Ej! Ty! Wstawaj- kopię chłopaka w łydkę
-Co jest?- budzi się i przeciera oczy
-Co ty tu do cholery robisz?- pytam i staram się od niego odsunąć tak by nie zlecieć z łóżka
-Y... śpię, a raczej spałem, bo mi przerwano- marudzi
-Dlaczego tu, a nie na podłodze?
-Nie stawiałaś się- odpowiedział i puścił do mnie oczko.
-Spałam!- krzyczę
-Życie- chłopak wzrusza ramionami
-Dupek- warczę
-Powtarzasz się skarbie
-Ty też, skarbie- syczę mu prosto w twarz- a teraz złaź- popycham go ale chłopak ani drgnie.
-Próbuj dalej, ja sobie jeszcze pośpię- mamroczę czym denerwuje mnie bardziej.
Kładę nogę na jego plecy i próbuje go zepchnąć, ale chłopak w jednej chwili przekręca się, łapie moją talie i przyciąga do siebie.
-Masz jakiś problem?- pyta patrząc na mnie
-Ty nim jesteś- warczę
-Napiłaś się wczoraj koteczku, możliwe, że pierwszy raz w życiu, ale to nie daje ci prawa do takiego zachowania, ponieważ to tylko pogarsza twoją sytuację, więc łaskawie się zamknij- syczy mi do ucha- grzeczna dziewczynka- uśmiecha się gdy nic nie odpowiadam.
-Wiesz co ci powiem koteczku- akcentuje ostatni wyraz. Przybliżam swoją twarz do twarzy chłopaka, a moje rozpuszczone włosy opadają na łóżko -jeszcze nigdy nie poznałam tak aroganckiego dupka jak ty- szepczę mu w usta z chamskim uśmieszkiem.
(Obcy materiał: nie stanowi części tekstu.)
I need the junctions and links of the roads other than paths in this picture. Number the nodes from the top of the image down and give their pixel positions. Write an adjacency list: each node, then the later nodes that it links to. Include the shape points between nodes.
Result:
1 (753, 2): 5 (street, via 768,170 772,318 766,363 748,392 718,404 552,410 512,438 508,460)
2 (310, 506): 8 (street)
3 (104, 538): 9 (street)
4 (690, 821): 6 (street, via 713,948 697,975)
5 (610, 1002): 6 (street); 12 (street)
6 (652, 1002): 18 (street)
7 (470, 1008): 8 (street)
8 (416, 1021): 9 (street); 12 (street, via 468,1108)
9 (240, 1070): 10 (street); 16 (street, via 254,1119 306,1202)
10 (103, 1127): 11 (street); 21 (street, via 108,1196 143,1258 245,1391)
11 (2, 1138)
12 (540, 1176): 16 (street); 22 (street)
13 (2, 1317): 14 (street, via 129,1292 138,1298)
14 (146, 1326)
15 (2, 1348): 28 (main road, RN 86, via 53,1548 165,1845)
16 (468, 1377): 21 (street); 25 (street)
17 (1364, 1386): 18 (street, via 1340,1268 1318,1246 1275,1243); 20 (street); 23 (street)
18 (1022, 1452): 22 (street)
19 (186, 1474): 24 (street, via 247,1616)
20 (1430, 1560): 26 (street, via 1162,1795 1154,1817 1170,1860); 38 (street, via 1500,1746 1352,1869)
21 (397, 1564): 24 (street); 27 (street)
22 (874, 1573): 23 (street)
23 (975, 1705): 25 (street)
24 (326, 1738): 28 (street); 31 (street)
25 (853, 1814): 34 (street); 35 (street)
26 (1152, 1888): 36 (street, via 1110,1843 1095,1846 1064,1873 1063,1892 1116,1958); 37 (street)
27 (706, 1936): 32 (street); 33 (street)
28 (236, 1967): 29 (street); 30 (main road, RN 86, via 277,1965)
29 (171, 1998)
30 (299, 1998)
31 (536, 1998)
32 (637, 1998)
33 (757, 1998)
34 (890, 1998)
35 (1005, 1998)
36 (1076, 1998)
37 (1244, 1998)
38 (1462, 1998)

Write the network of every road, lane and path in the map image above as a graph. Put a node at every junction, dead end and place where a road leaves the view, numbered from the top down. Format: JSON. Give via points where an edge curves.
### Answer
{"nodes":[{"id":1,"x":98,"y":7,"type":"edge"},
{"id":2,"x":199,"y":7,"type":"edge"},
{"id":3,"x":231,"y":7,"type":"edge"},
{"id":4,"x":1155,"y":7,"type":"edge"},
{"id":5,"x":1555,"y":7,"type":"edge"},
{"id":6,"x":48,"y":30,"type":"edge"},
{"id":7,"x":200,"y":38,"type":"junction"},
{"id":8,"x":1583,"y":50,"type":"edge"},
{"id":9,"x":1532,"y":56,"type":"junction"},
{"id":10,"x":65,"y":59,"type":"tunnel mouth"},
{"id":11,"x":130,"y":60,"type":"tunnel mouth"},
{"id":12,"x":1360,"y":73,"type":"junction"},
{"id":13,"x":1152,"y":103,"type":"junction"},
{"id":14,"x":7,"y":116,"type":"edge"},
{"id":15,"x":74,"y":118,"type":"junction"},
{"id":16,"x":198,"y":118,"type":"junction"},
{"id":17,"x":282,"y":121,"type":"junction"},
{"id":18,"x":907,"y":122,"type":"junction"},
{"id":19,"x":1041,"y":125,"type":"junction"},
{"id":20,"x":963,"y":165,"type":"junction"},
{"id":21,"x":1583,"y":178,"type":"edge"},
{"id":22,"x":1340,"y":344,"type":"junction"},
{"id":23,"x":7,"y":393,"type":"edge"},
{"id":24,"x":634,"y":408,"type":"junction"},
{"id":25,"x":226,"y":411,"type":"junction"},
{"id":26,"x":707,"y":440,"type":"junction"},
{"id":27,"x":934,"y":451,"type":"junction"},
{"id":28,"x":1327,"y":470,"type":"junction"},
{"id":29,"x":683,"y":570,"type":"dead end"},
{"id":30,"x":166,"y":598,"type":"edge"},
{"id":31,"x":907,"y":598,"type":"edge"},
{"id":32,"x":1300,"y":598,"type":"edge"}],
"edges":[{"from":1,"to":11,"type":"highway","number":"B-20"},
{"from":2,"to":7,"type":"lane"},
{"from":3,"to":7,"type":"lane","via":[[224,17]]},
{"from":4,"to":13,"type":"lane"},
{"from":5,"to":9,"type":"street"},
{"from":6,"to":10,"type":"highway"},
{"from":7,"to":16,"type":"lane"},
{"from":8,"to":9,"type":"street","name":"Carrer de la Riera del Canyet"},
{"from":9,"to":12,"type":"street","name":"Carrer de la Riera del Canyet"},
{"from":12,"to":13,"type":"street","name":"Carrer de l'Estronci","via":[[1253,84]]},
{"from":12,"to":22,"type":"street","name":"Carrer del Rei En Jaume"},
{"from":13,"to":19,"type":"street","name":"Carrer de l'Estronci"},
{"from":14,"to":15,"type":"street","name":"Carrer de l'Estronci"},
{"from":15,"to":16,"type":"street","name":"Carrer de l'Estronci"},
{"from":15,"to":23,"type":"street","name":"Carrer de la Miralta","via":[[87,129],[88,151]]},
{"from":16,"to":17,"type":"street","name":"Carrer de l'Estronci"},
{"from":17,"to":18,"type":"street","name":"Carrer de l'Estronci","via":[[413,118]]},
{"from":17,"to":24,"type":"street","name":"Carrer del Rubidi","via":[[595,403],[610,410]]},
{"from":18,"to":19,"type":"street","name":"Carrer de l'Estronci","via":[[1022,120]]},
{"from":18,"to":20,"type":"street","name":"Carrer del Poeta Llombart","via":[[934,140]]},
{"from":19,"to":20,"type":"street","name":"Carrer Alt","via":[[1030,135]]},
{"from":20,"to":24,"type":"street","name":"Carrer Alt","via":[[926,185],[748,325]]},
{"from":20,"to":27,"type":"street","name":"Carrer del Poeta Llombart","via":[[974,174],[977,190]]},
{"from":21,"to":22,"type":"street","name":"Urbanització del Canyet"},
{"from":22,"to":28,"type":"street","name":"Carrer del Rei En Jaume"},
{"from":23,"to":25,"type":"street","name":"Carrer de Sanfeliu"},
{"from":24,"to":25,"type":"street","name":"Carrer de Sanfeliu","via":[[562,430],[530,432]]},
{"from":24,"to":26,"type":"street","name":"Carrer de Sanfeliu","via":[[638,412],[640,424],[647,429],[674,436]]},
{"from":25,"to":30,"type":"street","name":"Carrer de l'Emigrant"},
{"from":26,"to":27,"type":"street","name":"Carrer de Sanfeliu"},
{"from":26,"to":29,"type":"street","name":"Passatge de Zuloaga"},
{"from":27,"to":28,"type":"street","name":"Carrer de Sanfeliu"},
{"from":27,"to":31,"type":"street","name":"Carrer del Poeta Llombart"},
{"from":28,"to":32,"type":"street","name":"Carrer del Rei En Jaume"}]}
-Hm..- mruczy- potrafisz być seksowna- uśmiecha się i niespodziewanie przewraca nas na łóżku, tak, że teraz to ja leżę na plecach- ale kochanie, radziłbym zamknąć tą buźkę zanim coś się z nią stanie, a co do twoich rozgadanych ust, to chyba znam dla nich lepsze zajęcie- mówi z szatańskim uśmiechem na twarzy. Totalnie mnie zatyka. Co on do cholery przed chwilą do mnie powiedział? Momentalnie zaczyna się głośno śmiać. -Nie wierzę. Miałaś sprośne myśli?- kpi, a ja się rumienię
-Zamknij się- warczę i próbuje wydostać się spod chłopaka.
-A ty gdzie się wybierasz- łapie mnie za nadgarstki i przyciska do łóżka.
-Zejdź. Ze. Mnie- syczę
-Podoba mi się tu- uśmiecha się wzruszając ramionami
-Cieszę się, a teraz złaź!- krzyczę , ale on i tak nie ustępuję
-Nie, podoba mi się tutaj. Na tobie- unosi brew i się uśmiecha.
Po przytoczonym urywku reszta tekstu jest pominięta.